**DIRECTIONS:**
Using the listing below, work out how many lines carry the word "Tamarindo", and state nothing but that number.

**DATA SHOWN:**
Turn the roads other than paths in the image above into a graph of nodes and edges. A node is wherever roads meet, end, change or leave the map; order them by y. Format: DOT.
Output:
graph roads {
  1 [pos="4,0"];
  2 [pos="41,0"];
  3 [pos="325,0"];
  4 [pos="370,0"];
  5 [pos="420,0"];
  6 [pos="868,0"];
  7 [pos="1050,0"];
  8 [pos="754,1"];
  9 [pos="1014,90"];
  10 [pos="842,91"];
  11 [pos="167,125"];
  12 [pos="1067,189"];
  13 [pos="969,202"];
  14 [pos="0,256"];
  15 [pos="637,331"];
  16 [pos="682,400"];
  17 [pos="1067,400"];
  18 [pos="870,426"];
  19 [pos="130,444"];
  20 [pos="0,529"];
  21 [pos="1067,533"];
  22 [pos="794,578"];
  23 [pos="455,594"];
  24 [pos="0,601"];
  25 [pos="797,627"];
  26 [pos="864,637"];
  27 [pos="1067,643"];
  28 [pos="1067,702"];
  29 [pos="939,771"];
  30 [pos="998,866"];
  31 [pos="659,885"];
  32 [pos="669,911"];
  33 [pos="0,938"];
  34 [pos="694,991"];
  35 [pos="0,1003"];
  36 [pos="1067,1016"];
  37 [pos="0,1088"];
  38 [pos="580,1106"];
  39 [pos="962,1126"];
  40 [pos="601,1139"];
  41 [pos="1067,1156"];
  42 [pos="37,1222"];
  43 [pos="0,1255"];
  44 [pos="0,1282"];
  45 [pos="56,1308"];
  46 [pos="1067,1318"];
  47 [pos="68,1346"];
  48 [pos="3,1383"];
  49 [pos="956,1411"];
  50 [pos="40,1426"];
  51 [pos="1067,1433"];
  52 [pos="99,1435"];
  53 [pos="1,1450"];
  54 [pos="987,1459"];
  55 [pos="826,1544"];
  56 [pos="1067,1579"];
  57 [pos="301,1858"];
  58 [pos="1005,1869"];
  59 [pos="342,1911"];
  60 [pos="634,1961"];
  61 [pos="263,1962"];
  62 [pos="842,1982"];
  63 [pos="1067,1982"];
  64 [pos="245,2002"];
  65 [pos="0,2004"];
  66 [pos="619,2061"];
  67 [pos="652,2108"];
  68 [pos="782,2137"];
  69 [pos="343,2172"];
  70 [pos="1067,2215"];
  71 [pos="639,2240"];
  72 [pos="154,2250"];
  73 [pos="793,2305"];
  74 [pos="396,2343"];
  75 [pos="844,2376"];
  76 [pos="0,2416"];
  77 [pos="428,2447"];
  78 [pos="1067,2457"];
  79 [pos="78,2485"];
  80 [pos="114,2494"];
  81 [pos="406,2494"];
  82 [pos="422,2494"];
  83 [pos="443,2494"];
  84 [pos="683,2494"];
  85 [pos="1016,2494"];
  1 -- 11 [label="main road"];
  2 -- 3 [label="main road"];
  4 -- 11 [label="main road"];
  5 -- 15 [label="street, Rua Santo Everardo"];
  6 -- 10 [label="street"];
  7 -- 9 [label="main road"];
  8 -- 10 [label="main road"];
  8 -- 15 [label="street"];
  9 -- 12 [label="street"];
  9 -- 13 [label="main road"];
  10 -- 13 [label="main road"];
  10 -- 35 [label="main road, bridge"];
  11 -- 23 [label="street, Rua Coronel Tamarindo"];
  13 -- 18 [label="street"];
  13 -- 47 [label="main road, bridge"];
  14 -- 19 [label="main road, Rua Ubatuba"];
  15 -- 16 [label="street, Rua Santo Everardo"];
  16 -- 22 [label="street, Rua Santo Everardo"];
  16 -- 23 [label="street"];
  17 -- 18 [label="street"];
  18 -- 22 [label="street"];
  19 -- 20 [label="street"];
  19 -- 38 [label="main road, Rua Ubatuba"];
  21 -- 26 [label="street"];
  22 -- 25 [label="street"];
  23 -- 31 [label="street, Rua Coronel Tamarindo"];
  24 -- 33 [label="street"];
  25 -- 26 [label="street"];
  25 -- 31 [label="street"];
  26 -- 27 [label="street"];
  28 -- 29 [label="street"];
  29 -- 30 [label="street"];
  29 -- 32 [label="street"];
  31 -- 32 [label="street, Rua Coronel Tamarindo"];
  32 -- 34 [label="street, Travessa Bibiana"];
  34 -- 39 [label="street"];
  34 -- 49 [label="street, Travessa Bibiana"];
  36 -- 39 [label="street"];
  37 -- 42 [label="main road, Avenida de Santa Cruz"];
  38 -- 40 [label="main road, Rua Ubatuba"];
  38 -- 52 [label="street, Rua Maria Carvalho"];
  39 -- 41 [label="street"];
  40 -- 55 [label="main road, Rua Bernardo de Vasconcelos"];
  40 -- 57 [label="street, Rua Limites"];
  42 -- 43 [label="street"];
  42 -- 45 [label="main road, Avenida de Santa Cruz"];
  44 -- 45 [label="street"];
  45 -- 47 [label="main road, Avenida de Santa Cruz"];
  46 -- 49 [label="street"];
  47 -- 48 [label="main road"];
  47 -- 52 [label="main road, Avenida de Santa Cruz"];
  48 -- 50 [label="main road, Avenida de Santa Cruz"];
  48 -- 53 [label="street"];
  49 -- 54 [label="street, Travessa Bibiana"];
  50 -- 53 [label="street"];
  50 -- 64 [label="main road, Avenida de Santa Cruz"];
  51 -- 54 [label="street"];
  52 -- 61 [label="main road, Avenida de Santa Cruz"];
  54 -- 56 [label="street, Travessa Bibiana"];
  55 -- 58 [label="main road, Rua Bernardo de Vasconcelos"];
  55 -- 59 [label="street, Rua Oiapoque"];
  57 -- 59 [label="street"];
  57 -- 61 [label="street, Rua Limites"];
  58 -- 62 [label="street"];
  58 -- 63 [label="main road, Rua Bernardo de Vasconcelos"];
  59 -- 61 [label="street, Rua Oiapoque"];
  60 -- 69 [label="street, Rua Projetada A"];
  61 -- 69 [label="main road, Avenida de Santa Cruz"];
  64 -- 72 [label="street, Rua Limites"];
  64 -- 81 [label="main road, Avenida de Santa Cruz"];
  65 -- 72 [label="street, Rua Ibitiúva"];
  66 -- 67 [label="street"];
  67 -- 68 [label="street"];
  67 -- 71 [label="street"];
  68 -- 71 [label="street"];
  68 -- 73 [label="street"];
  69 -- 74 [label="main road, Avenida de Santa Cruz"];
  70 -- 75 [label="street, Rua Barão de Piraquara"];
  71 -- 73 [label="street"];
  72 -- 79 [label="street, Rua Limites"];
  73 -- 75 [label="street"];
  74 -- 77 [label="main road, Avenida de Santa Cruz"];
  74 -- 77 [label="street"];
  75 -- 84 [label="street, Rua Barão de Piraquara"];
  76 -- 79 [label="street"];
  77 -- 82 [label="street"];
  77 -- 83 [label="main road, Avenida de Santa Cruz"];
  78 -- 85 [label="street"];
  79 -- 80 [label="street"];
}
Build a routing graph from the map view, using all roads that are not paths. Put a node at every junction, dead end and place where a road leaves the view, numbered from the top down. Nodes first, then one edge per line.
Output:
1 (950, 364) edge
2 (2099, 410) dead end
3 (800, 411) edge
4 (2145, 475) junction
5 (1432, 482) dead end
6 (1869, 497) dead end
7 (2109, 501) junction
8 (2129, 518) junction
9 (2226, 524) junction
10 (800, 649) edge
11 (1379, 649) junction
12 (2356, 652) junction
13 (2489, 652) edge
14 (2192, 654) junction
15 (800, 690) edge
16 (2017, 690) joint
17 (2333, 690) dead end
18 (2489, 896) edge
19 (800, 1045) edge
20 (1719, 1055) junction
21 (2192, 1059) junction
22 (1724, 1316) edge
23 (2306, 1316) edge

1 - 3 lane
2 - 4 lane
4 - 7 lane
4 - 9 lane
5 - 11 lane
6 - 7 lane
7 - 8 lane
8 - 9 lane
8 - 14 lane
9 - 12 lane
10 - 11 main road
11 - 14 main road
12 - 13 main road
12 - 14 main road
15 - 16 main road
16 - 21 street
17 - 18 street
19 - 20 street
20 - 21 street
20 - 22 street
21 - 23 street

**RESULT FOR THIS EXERCISE:**
3